Продолжать никому не хотелось. Была тягостная минута, я не вытерпел и вышел по двор. Вскоре за мной вышли Агабабов и Левка. «Задохлик, – сказал Агабабов и сплюнул. – Да я, если захочу, буду с ней встречаться. Буду с ней в «Шестиграннике» танцевать». Это была неслыханная похвальба. Разумеется, я не поверил, но промолчал. «Шестигранник» – ресторан в парке, где вечерами творилось черт знает что. Потом быстрыми шагами из дома вышла Миньона, на ней было зеленое пальто, зеленый беретик, черная сумочка в руке, Миньона пробежала мимо нас, а когда Агабабов хотел было уцепить ее под руку, отдернула руку и сказала: «Отстань, мелюзга». Отворилась дверь, и Станислав Семенович слабо крикнул: «Когда ты вернешься?» Миньона не ответила.
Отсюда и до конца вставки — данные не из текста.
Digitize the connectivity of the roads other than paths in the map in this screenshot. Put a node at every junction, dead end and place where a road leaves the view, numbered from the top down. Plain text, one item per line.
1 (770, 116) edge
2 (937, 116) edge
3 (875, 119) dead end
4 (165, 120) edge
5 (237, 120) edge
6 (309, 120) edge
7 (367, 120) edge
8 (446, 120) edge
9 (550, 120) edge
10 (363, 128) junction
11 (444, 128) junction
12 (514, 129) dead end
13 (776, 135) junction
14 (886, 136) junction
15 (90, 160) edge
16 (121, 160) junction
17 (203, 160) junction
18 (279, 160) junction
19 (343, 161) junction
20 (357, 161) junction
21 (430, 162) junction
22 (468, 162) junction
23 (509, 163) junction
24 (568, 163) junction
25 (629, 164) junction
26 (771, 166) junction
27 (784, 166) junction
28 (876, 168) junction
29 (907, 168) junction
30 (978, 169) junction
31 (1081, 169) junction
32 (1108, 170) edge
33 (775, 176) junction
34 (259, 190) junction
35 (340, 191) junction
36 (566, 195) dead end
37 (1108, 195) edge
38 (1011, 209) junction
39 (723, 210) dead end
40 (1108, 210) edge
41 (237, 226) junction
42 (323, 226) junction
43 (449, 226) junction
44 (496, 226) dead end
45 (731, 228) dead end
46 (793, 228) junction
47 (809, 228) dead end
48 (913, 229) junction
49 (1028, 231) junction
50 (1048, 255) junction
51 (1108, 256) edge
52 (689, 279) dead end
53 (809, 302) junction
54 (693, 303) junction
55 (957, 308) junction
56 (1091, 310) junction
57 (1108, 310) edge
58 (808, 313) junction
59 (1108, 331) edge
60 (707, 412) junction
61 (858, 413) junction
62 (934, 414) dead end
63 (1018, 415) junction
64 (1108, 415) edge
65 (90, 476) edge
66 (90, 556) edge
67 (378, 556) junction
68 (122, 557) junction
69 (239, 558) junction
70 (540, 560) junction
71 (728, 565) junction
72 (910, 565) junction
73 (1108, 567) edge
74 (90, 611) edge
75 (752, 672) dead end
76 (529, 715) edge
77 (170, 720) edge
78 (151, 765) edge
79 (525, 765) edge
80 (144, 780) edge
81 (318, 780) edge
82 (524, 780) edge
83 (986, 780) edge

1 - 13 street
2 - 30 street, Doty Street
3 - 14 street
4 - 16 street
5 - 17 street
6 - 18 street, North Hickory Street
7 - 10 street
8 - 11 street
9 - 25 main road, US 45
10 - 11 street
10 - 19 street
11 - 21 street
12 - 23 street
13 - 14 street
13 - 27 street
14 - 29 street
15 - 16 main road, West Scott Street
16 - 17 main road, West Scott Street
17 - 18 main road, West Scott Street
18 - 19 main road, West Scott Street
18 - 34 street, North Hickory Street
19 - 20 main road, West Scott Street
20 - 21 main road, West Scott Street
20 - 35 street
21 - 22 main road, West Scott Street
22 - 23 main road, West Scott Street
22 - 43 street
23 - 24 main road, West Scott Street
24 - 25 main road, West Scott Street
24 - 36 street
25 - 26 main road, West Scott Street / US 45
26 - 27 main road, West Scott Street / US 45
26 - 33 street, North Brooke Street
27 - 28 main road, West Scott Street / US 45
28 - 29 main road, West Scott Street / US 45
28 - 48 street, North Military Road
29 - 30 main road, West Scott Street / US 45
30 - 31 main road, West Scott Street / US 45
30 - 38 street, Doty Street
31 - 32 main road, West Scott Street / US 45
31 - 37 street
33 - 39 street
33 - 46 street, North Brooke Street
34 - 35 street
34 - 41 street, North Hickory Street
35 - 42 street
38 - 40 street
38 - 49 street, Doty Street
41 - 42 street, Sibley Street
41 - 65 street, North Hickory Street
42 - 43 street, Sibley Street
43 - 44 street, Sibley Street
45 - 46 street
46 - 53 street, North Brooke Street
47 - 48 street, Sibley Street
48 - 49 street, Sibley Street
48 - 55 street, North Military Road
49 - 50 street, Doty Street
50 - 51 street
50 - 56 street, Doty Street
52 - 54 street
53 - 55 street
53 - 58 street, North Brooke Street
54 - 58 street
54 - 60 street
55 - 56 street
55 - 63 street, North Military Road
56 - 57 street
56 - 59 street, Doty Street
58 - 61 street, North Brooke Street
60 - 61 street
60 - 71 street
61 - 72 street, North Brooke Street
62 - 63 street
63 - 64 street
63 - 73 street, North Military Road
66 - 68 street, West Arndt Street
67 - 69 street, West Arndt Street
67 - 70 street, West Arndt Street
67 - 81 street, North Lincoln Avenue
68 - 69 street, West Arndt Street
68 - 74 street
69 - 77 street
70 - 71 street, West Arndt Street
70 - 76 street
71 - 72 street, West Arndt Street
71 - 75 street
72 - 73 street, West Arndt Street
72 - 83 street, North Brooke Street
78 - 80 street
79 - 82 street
Начался дождь. Была осень. Пахло лекарствами. Все кончилось на больничном дворе, и здесь же, под дождем, начиналось что-то другое. Левкина мать в белом халате бежала вслед, был рыдающий крик: «Тебя Стась спрашивает! Почему не отвечаешь, гадина?» – «Замолчи!» – крикнул Левка и дернул мать за руку с такой силой, что она упала.